The Australian National Organisation of the Unemployed (ANOU) and the 
Un(der)employed People's Movement against Poverty Inc.(UPM) in Adelaide are 
critical of the Commonwealth Government's program "Australians Working 
Together". It effectively criminalises job seekers who have committed no 
crime and are doing nothing more than what the Government is telling them 
to do.

ANOU spokesperson, Kevin Brennan told The Guardian:

"What we have here is hundreds of millions of dollars of public money being 
spent on an alleged 'Self-Help' program containing requirements that any 
reasonable person would describe as mandatory sentencing, community service 
orders and parole-like surveillance."

Mr Brennan issued a challenge to the Australian community to thoroughly 
examine the Fact Sheet called "Attachment to 11" in the Government's kit.

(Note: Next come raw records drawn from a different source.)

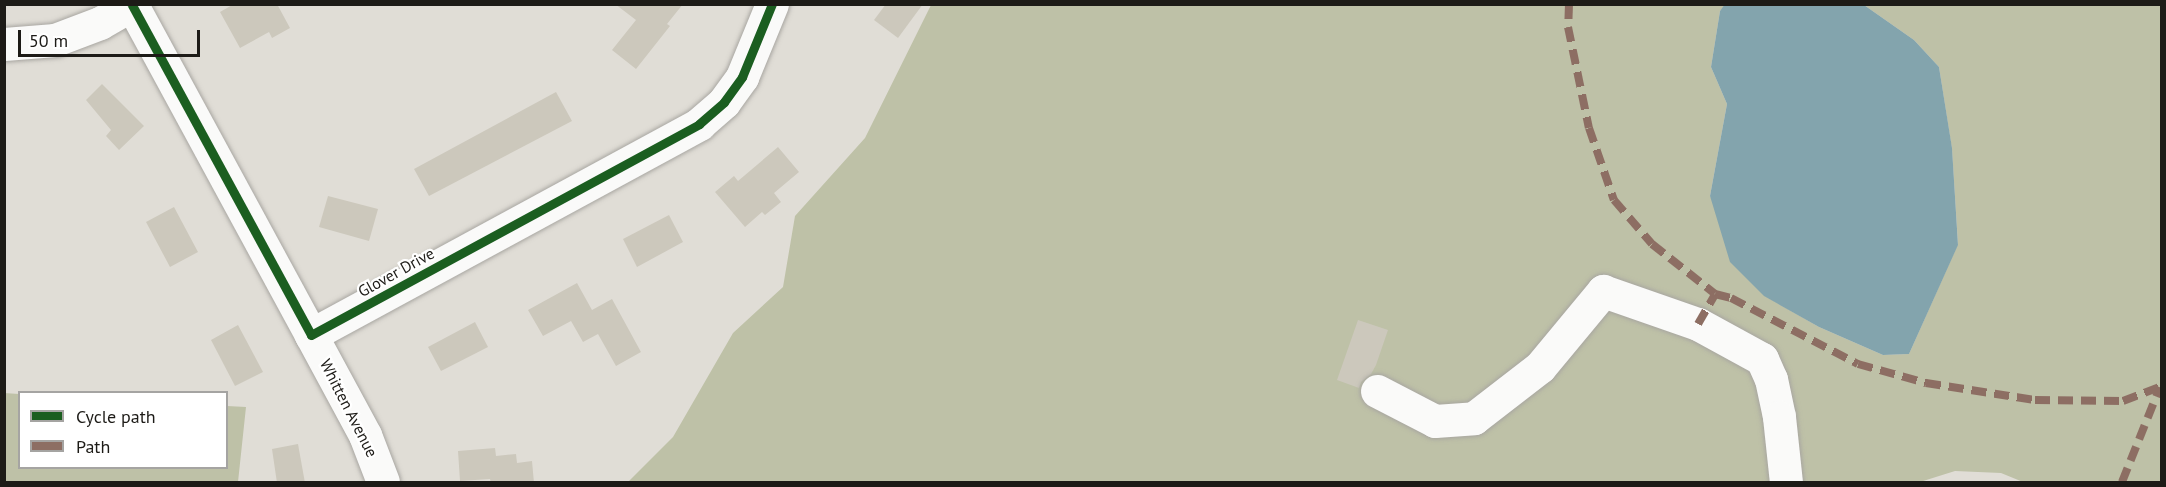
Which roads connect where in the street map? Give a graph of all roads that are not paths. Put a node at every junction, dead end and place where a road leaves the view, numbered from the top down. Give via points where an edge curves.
1 (772, 4) edge
2 (132, 5) edge
3 (4, 44) edge
4 (311, 335) junction
5 (1377, 391) dead end
6 (383, 483) edge
7 (1786, 483) edge

1 - 4 street, Glover Drive via 742,77 724,102 705,119
2 - 3 street via 100,23 55,40
2 - 4 street
4 - 6 street, Whitten Avenue via 365,435
5 - 7 street via 1435,421 1474,418 1540,367 1604,291 1698,324 1762,359 1779,417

"This sheet is a table of requirements, some of which are provisions that 
are significantly heavier than the penalties applied to people found guilty 
in a court of law.

"If this new program goes ahead, job seekers of all ages, from 18 to 50+, 
will be regarded by the public system as worse than offenders", said Mr 
Brennan.

"If one is found guilty by a court and the sentence is a community service 
order of 240 hours one's debt to society is regarded as having been paid 
when the community service hours are completed. Not so for job seekers. 
Their 240-hour community service order is recurrent. They have to do it at 
least once a year, yet they have committed no crime nor have they done 
anything wrong."

"What is equally offensive", said Mr Brennan "is that much of the work 
these conscripts will do is work that, until the Coalition came to office 
in 1996, was paid community work. The Government cut funding to community 
organisations and then turned the work into work-for-the-dole projects."

Monika Baker, Secretary of the UPM added:

"The previous 'mutual obligation' of volunteering created a two-class 
volunteer system. Now we have a two-class community work system, only this 
time, the unemployed are the second-class community workers behind proven 
guilty offenders. This is clearly the criminalisation of poverty in 
Australia and is built on the American example of welfare reform."

Employment Minister Tony Abbott once referred to the unemployed as 'job-
snobs.' Former Community Services Minister Jocelyn Newman remarked that 
there was a need for strict policies in relation to the unemployed in order 
to stop them 'sitting around all day watching soap operas.' Prime Minister 
Howard referred to the Social Security system as being overly generous and 
a cause of so-called welfare dependency.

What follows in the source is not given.